2022 Pennzoil 150 at the Brickyard
- Date: July 30, 2022
- Location: Indianapolis Motor Speedway, Speedway, Indiana
- Course: Permanent racing facility
- Course length: 2.439 miles (3.925 km)
- Distance: 62 laps, 151.218 mi (243.362 km)
- Scheduled distance: 62 laps, 151.218 mi (243.362 km)
- Average speed: 77.825 mph (125.247 km/h)

Pole position
- Driver: A. J. Allmendinger; / Kaulig Racing
- Time: 1:29.748

Most laps led
- Driver: A. J. Allmendinger / Kaulig Racing
- Laps: 42

Winner
- No. 16: A. J. Allmendinger / Kaulig Racing

Television in the United States
- Network: NBC
- Announcers: Rick Allen, Jeff Burton, Steve Letarte and James Hinchcliffe

Radio in the United States
- Radio: IMS Radio Network

= 2022 Pennzoil 150 =

20th race of the 2022 NASCAR Xfinity Series

The 2022 Pennzoil 150 was the 20th stock car race of the 2022 NASCAR Xfinity Series, and the eleventh iteration of the event. The race was held on Saturday, July 30, 2022, in Speedway, Indiana at the Indianapolis Motor Speedway road course, a 2.439 mi permanent road course built inside the speedway. The race took the scheduled 62 laps to complete. A. J. Allmendinger, driving for Kaulig Racing, dominated the majority of the race, leading 42 laps, and earning his 14th career NASCAR Xfinity Series win, along with his third of the season. To fill out the podium, Alex Bowman, driving for Hendrick Motorsports, and Justin Allgaier, driving for JR Motorsports, would finish 2nd and 3rd, respectively.

== Background ==
The Indianapolis Motor Speedway, located in Speedway, Indiana, (an enclave suburb of Indianapolis) in the United States, is the home of the Indianapolis 500 and the Brickyard 400. It is located on the corner of 16th Street and Georgetown Road, approximately 6 mi west of Downtown Indianapolis.

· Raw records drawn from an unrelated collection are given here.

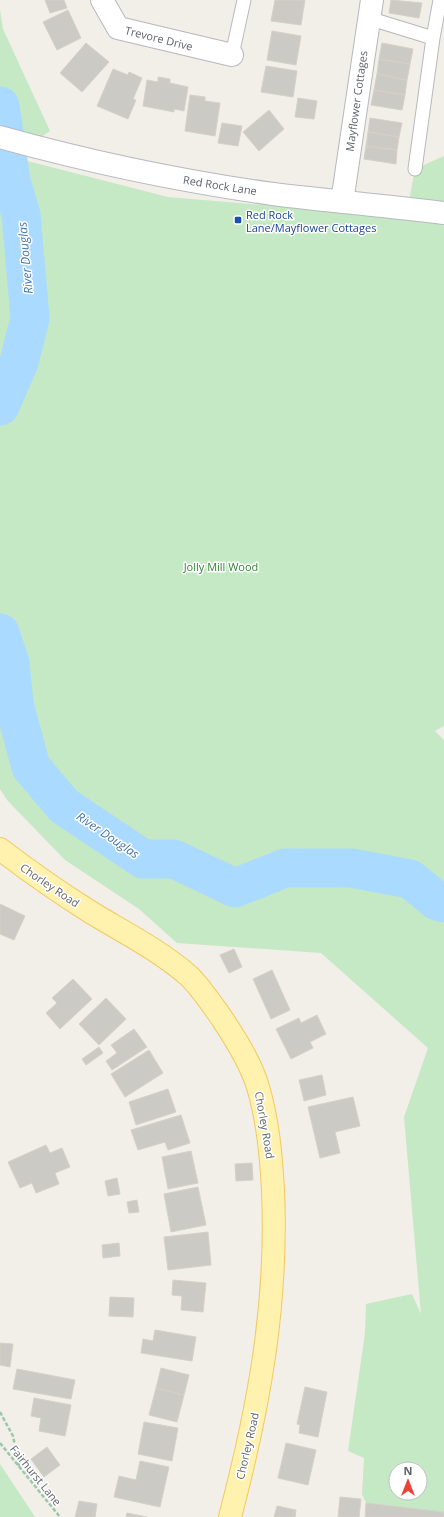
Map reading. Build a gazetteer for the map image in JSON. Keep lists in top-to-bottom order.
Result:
{
  "streets": {
    "main road": [
      "Trevore Drive",
      "Mayflower Cottages",
      "Red Rock Lane",
      "Chorley Road"
    ],
    "path": ["Fairhurst Lane"]
  },
  "crossings": [
    ["Mayflower Cottages", "Red Rock Lane"]
  ],
  "water": ["River Douglas"],
  "parks": ["Jolly Mill Wood"],
  "places": {
    "transit": ["Red Rock Lane/Mayflower Cottages"]
  },
  "north": "top"
}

Constructed in 1909, it is the original speedway, the first racing facility so named. It has a permanent seating capacity estimated at 235,000 with infield seating raising capacity to an approximate 400,000. It is the highest-capacity sports venue in the world.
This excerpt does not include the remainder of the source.